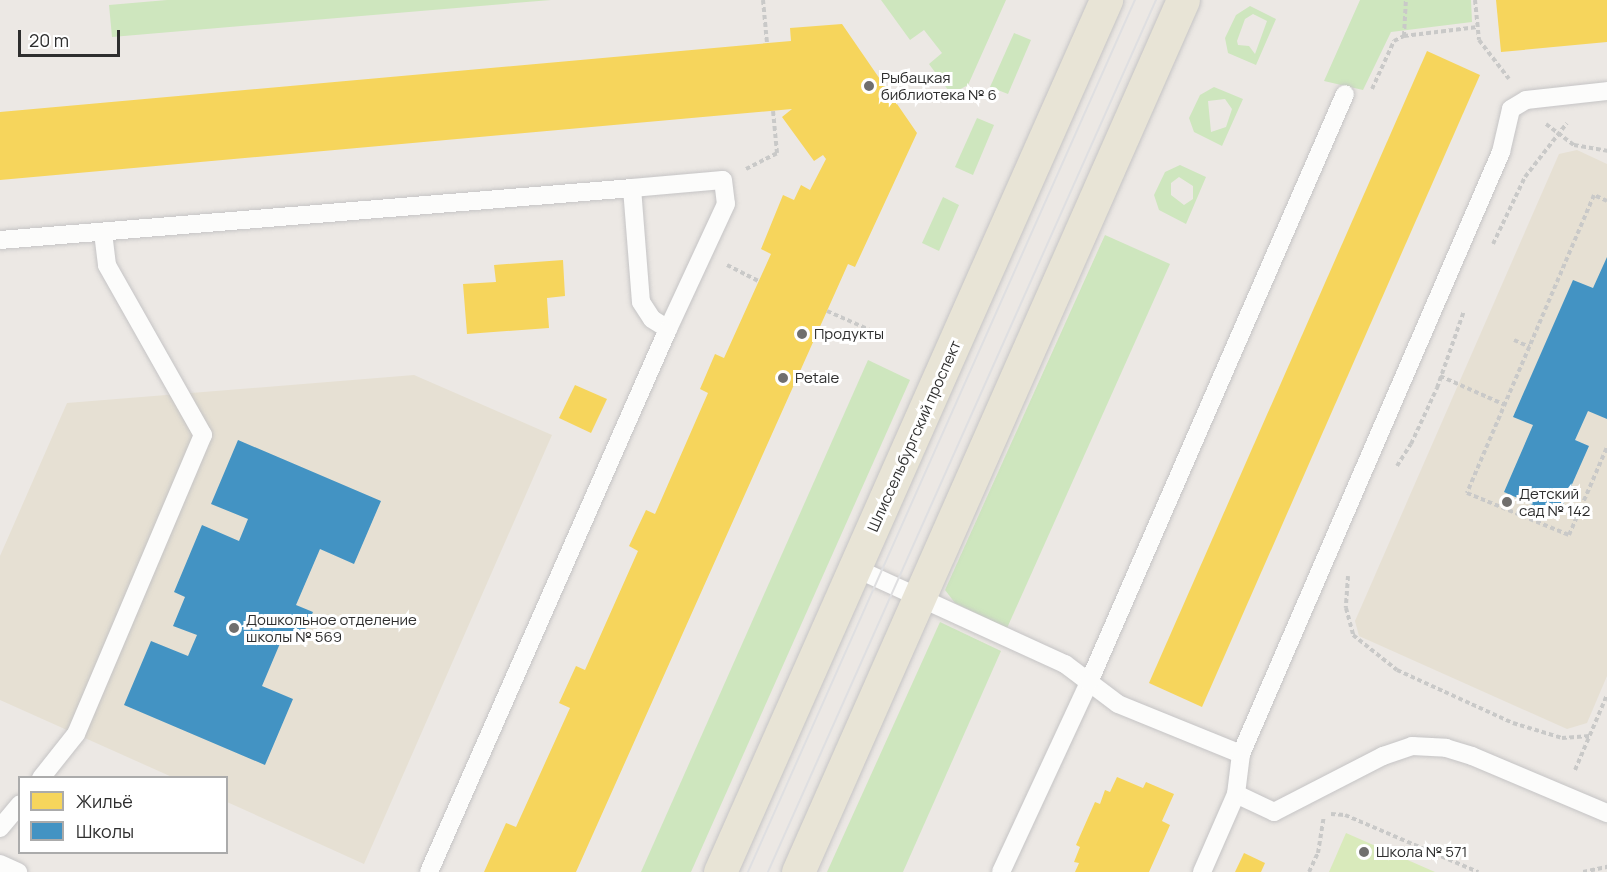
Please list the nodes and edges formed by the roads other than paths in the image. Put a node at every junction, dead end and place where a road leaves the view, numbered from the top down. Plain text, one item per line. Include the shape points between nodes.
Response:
1 (1106, 0) edge
2 (1183, 0) edge
3 (1607, 91) edge
4 (1345, 94) road end
5 (632, 188) junction
6 (103, 232) junction
7 (0, 240) edge
8 (668, 329) junction
9 (855, 568) junction
10 (920, 597) junction
11 (1089, 681) junction
12 (1241, 754) junction
13 (42, 776) edge
14 (1236, 794) junction
15 (18, 806) edge
16 (1607, 813) edge
17 (0, 828) edge
18 (0, 864) edge
19 (18, 872) edge
20 (429, 872) edge
21 (720, 872) edge
22 (798, 872) edge
23 (1001, 872) edge
24 (1202, 872) edge

1 - 9 main road, Шлиссельбургский проспект
2 - 10 main road
3 - 12 lane via 1526,100 1511,109 1501,152
4 - 11 lane
5 - 6 lane
5 - 8 lane via 641,302 652,319
5 - 8 lane via 723,180 726,204
6 - 7 lane
6 - 13 lane via 107,265 203,435 76,734
8 - 20 lane
9 - 10 lane
9 - 21 main road, Шлиссельбургский проспект
10 - 11 lane via 1065,664
10 - 22 main road
11 - 12 lane via 1118,704
11 - 23 lane
12 - 14 lane
14 - 16 lane via 1274,812 1383,756 1412,746 1446,748 1472,756
14 - 24 lane
15 - 17 lane
18 - 19 lane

──────────

§ Description of the task: Each record must be set down again without alteration, and no picture may be carried over.

§ Answer to this exercise:
Please list the nodes and edges formed by the roads other than paths in the image. Put a node at every junction, dead end and place where a road leaves the view, numbered from the top down. Plain text, one item per line. Include the shape points between nodes.
Response:
1 (1106, 0) edge
2 (1183, 0) edge
3 (1607, 91) edge
4 (1345, 94) road end
5 (632, 188) junction
6 (103, 232) junction
7 (0, 240) edge
8 (668, 329) junction
9 (855, 568) junction
10 (920, 597) junction
11 (1089, 681) junction
12 (1241, 754) junction
13 (42, 776) edge
14 (1236, 794) junction
15 (18, 806) edge
16 (1607, 813) edge
17 (0, 828) edge
18 (0, 864) edge
19 (18, 872) edge
20 (429, 872) edge
21 (720, 872) edge
22 (798, 872) edge
23 (1001, 872) edge
24 (1202, 872) edge

1 - 9 main road, Шлиссельбургский проспект
2 - 10 main road
3 - 12 lane via 1526,100 1511,109 1501,152
4 - 11 lane
5 - 6 lane
5 - 8 lane via 641,302 652,319
5 - 8 lane via 723,180 726,204
6 - 7 lane
6 - 13 lane via 107,265 203,435 76,734
8 - 20 lane
9 - 10 lane
9 - 21 main road, Шлиссельбургский проспект
10 - 11 lane via 1065,664
10 - 22 main road
11 - 12 lane via 1118,704
11 - 23 lane
12 - 14 lane
14 - 16 lane via 1274,812 1383,756 1412,746 1446,748 1472,756
14 - 24 lane
15 - 17 lane
18 - 19 lane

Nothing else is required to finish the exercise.